Data to use:
____
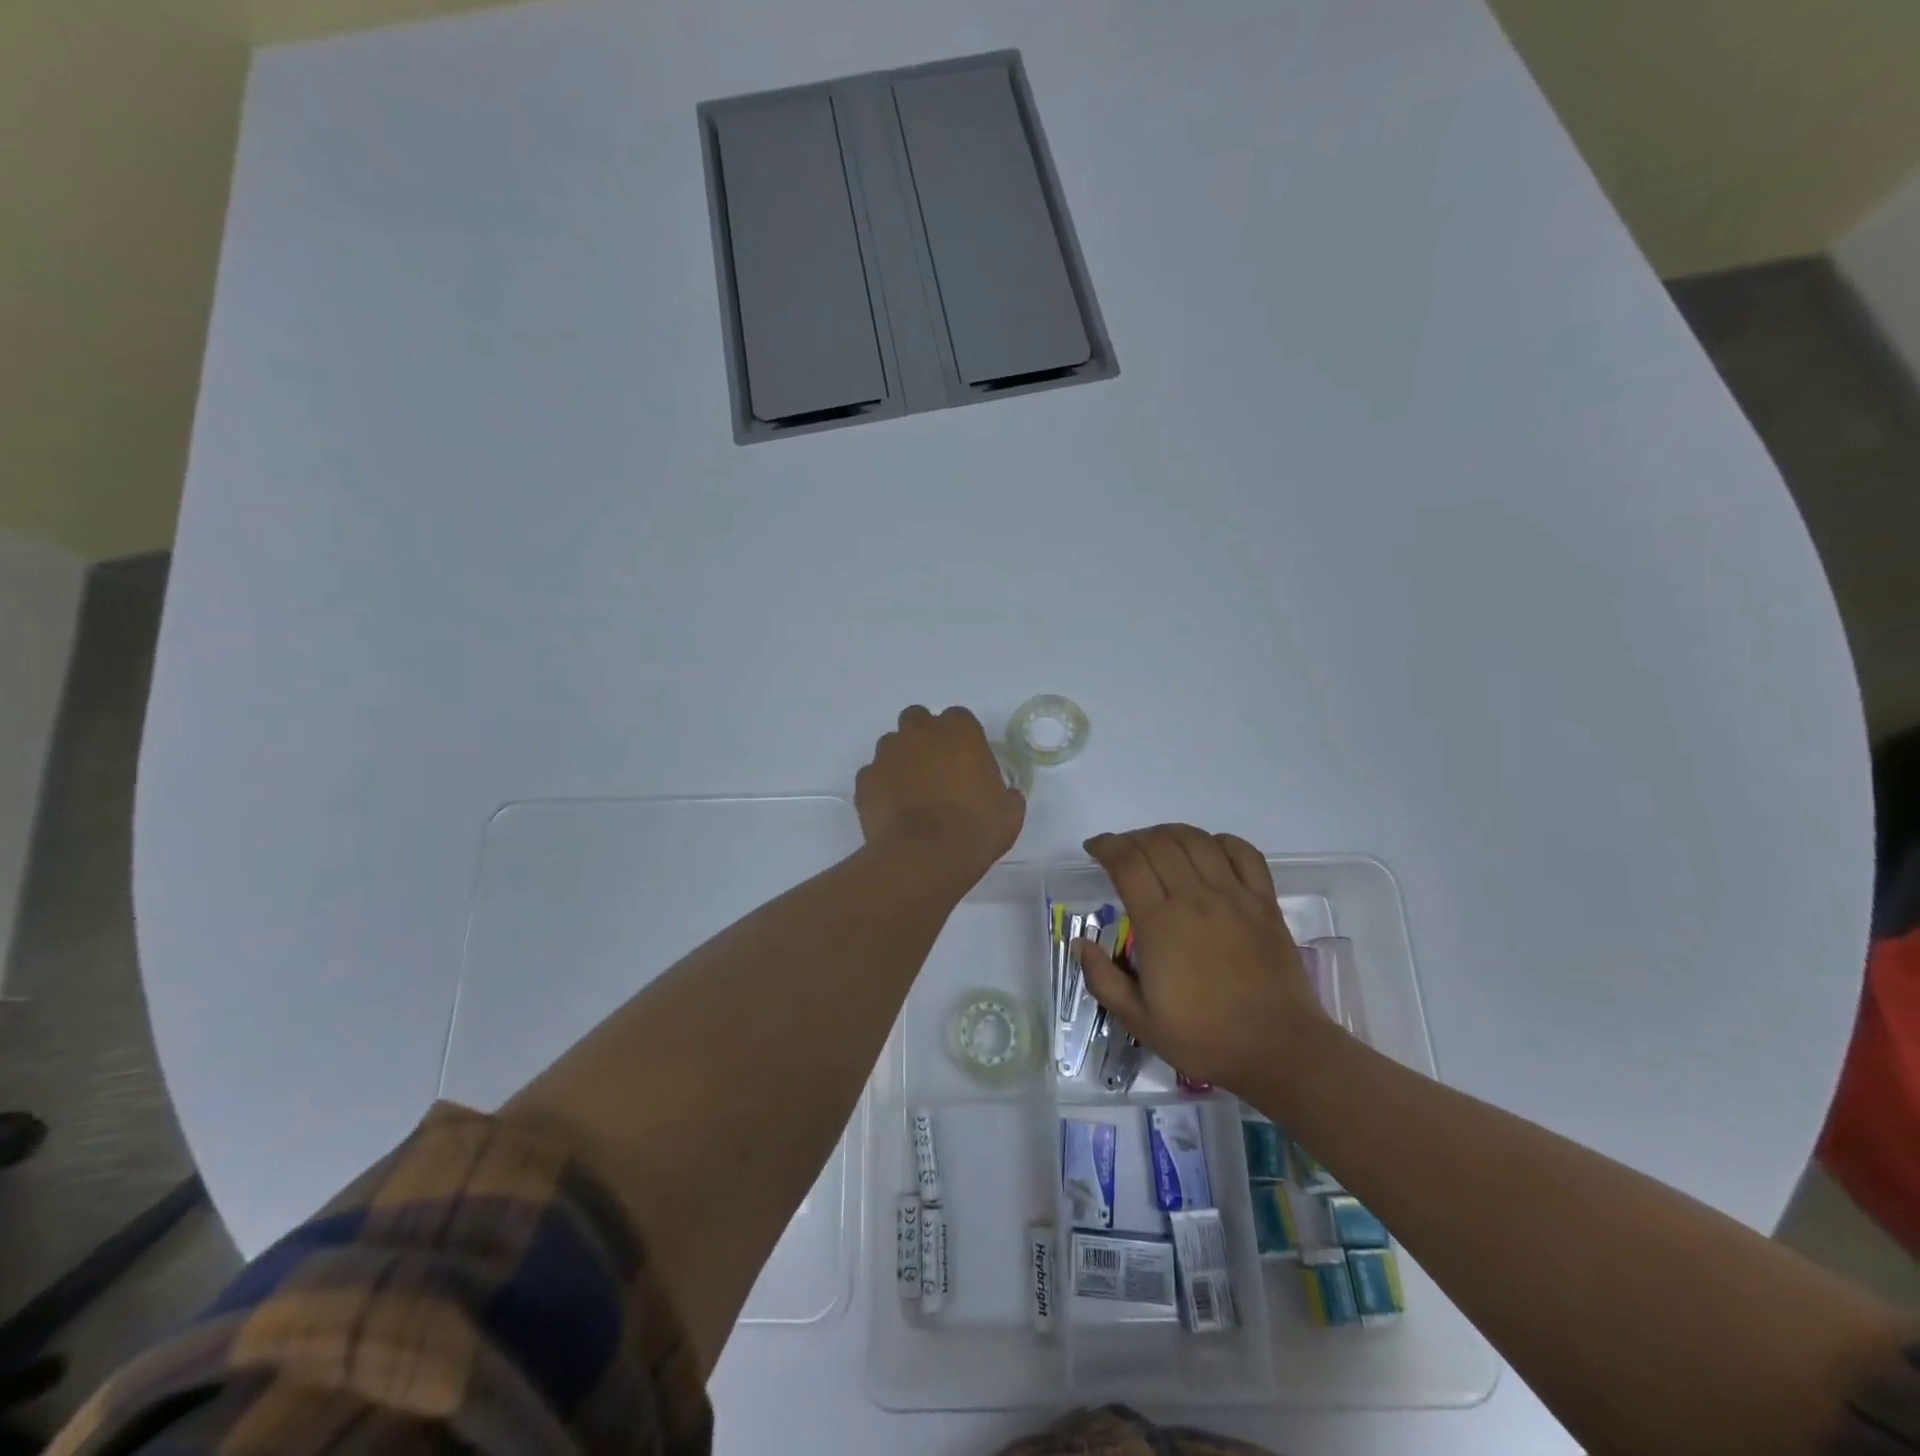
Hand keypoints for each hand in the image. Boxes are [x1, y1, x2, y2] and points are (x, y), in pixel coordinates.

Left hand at [856, 706, 1024, 882]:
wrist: (925, 856)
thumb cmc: (975, 829)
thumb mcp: (1009, 813)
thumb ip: (1006, 794)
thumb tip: (1006, 794)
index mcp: (960, 731)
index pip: (959, 718)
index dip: (962, 738)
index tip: (966, 760)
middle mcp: (920, 732)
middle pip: (918, 720)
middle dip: (924, 737)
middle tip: (935, 768)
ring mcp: (888, 754)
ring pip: (891, 744)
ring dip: (900, 759)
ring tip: (910, 791)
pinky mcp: (865, 780)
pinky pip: (873, 775)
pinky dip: (881, 786)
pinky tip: (892, 809)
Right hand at [1076, 825, 1329, 1090]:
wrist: (1278, 1050)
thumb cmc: (1204, 1038)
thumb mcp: (1139, 1020)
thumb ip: (1103, 979)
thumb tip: (1081, 943)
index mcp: (1160, 924)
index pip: (1127, 863)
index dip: (1105, 846)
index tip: (1094, 848)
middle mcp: (1195, 898)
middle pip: (1158, 843)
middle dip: (1132, 838)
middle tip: (1122, 852)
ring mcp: (1234, 896)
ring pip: (1197, 841)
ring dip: (1170, 833)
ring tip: (1158, 845)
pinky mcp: (1265, 902)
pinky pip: (1244, 853)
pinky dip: (1221, 842)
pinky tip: (1209, 851)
____
Your goal:
Would you give the entries above again verbatim, omitting the images they contain?

Problem solution:
Hand keypoints for each hand in the image. Boxes are [x1, y1, x2, y2] and points are (x, y), in pixel coordinates.

Left hand at [856, 706, 1024, 882]:
wrist: (925, 856)
thumb cmc: (975, 829)
thumb mcp: (1009, 813)
thumb ip: (1006, 794)
thumb tip: (1006, 794)
index mcp: (960, 731)
index pip: (959, 718)
index dip: (962, 738)
index tip: (966, 760)
middle mcp: (920, 732)
middle pip: (918, 720)
middle dip: (924, 737)
middle tip: (935, 768)
ring mcp: (888, 754)
ring pip: (891, 744)
ring dip: (900, 759)
ring tip: (910, 791)
pinky mcp: (865, 780)
pinky pip: (873, 775)
pinky dip: (881, 786)
pinky tip: (892, 809)
Right hand at [1076, 825, 1329, 1090]:
wrist: (1278, 1050)
thumb cmc: (1204, 1038)
thumb mcp: (1139, 1020)
thumb ip: (1103, 979)
thumb tip: (1081, 943)
index mcp: (1160, 924)
index pip: (1127, 863)
index dip: (1105, 846)
index tip: (1094, 848)
middle mcp: (1195, 898)
middle pip: (1158, 843)
middle dip: (1132, 838)
middle tip: (1122, 852)
ring mcp: (1234, 896)
ring pip: (1197, 841)
ring dip: (1170, 833)
ring tip: (1158, 845)
pinky mcp: (1265, 902)
pinky pip: (1244, 853)
pinky dip: (1221, 842)
pinky tip: (1209, 851)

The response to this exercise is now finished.